* **EXERCISE DATA**
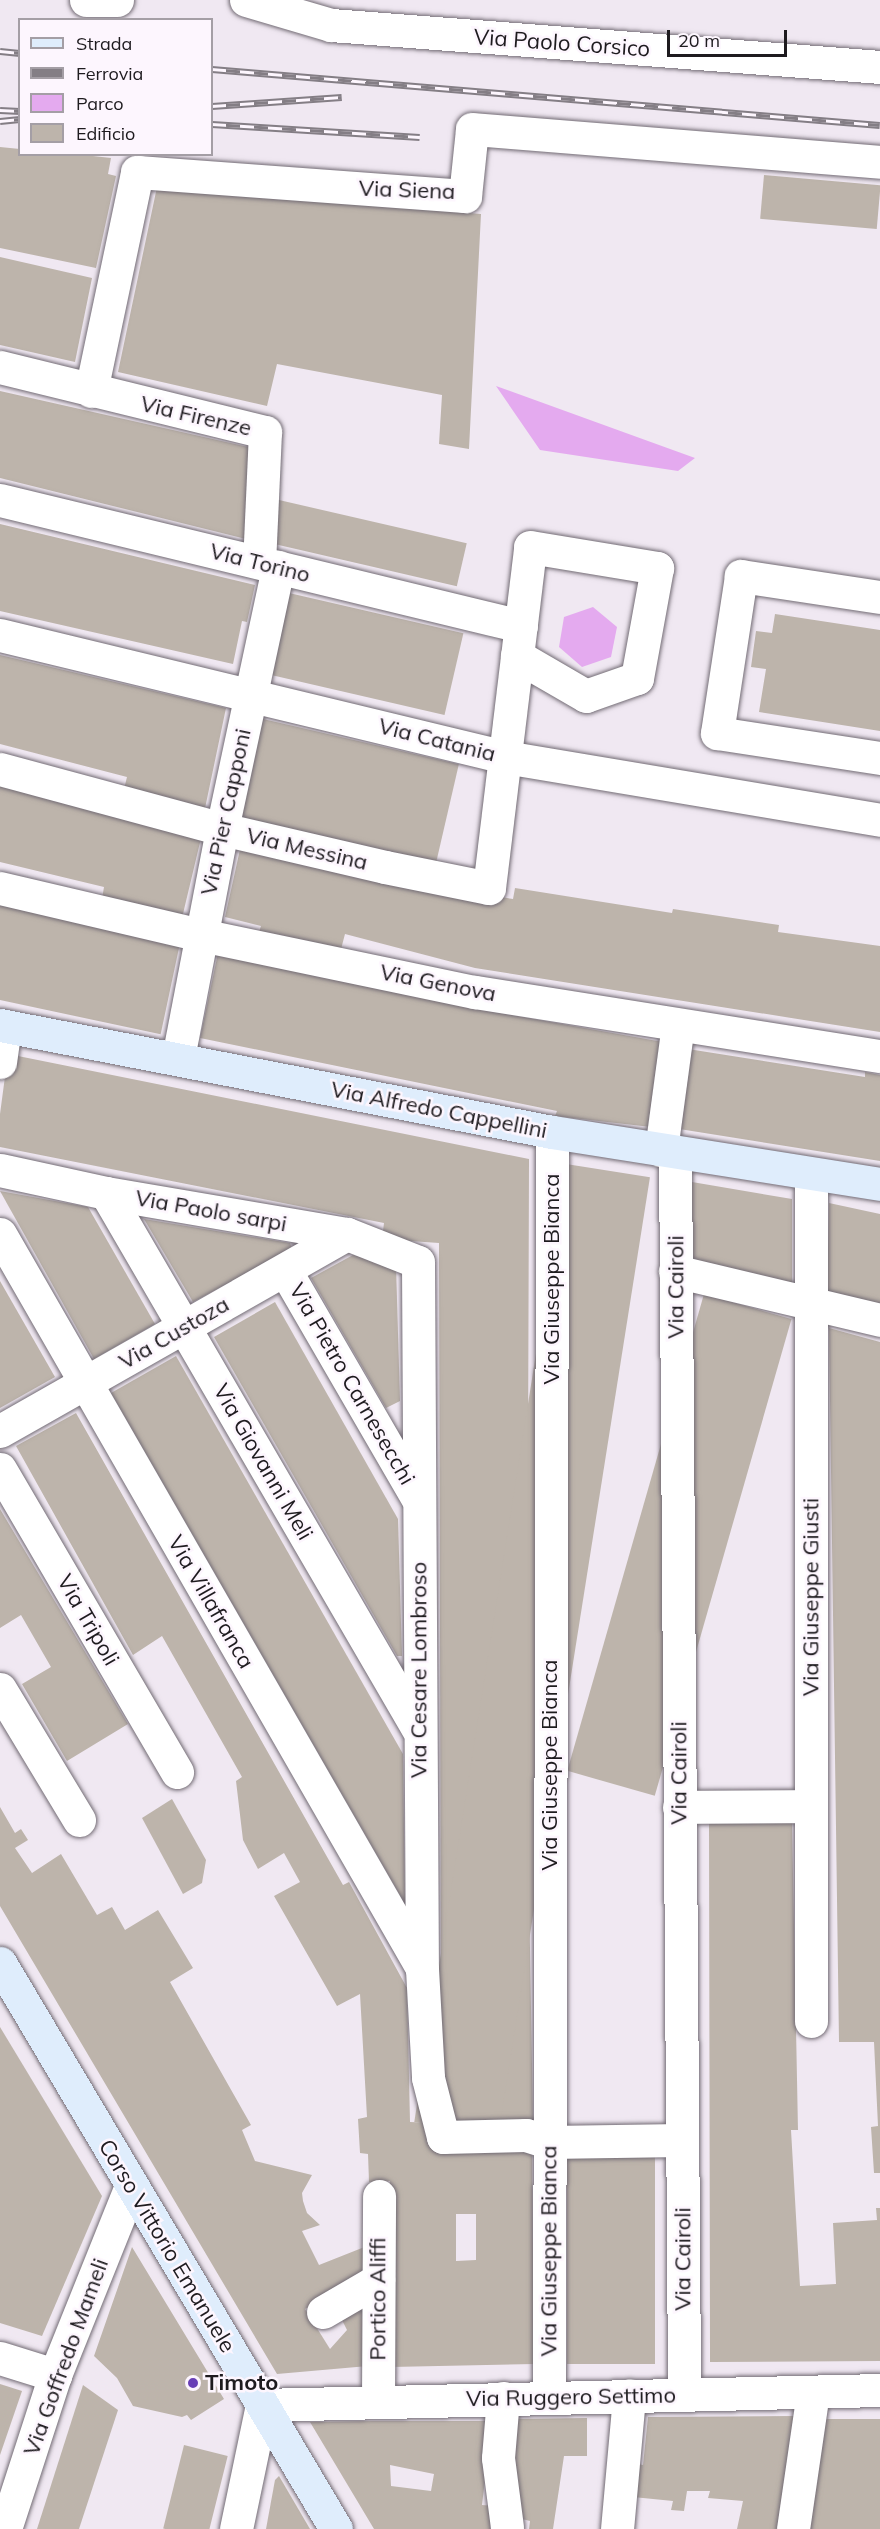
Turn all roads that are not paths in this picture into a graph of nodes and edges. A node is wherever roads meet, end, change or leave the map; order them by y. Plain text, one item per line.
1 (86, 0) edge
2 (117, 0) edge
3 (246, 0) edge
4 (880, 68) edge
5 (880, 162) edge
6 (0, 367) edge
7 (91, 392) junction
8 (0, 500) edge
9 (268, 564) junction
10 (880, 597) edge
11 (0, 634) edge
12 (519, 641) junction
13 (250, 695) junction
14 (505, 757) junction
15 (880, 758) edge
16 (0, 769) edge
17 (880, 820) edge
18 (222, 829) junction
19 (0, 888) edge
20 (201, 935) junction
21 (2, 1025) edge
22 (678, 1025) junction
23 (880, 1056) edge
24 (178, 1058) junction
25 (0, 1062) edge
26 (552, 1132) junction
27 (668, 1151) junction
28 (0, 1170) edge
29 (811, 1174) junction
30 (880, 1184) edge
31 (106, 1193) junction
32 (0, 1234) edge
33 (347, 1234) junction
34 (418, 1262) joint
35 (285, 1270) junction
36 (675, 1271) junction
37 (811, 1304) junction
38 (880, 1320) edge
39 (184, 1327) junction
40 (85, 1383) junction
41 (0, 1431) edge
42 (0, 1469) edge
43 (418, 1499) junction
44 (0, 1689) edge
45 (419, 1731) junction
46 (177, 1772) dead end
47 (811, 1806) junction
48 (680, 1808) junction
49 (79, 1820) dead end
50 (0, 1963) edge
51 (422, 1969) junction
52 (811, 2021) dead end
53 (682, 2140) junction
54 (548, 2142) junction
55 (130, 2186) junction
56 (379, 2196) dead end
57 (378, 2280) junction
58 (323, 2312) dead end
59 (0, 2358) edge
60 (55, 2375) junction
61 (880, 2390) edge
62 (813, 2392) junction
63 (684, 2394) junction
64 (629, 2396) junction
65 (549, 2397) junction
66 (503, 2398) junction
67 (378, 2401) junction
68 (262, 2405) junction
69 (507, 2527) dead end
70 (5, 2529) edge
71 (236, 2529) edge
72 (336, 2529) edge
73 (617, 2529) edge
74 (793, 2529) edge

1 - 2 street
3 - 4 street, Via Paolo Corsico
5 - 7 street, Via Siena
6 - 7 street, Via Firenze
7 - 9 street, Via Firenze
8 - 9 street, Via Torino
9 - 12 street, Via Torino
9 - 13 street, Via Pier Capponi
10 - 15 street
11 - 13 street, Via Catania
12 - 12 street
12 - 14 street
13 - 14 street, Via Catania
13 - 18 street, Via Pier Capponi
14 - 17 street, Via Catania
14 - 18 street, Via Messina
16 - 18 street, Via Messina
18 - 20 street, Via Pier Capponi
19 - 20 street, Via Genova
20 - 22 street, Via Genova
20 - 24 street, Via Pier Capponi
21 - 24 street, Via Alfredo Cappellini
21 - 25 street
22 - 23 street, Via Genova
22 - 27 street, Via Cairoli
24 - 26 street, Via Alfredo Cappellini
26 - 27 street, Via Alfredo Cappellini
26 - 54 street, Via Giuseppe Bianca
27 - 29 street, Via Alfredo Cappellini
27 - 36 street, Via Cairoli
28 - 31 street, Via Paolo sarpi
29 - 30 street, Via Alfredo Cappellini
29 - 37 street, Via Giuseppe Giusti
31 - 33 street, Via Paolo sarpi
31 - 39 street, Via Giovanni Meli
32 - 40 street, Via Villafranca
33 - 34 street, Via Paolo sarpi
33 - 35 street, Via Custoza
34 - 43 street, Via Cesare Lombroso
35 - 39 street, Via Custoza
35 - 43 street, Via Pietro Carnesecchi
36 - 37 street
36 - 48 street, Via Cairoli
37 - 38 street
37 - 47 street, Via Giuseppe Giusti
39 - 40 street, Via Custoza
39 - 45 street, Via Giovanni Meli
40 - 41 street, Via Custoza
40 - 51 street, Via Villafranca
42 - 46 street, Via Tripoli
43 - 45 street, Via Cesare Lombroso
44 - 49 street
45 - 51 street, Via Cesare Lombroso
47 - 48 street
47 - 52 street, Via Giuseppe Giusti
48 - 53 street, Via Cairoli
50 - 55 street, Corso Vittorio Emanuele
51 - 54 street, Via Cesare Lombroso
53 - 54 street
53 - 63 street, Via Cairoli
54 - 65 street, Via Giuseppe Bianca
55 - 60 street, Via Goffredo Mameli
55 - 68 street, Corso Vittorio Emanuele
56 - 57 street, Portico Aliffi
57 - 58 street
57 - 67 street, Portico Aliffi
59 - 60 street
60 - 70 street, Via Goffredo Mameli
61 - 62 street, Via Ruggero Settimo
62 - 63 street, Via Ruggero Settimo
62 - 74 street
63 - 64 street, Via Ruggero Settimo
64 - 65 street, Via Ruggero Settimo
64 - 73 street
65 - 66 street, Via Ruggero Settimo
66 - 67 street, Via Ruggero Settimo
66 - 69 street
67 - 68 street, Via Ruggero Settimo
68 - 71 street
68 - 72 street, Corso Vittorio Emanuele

* **WORK TASK**
Read the listing above, then copy every line that includes the string "Giuseppe".

* **SOLUTION TO THIS TASK**
26 - 54 street, Via Giuseppe Bianca
29 - 37 street, Via Giuseppe Giusti
37 - 47 street, Via Giuseppe Giusti
47 - 52 street, Via Giuseppe Giusti
54 - 65 street, Via Giuseppe Bianca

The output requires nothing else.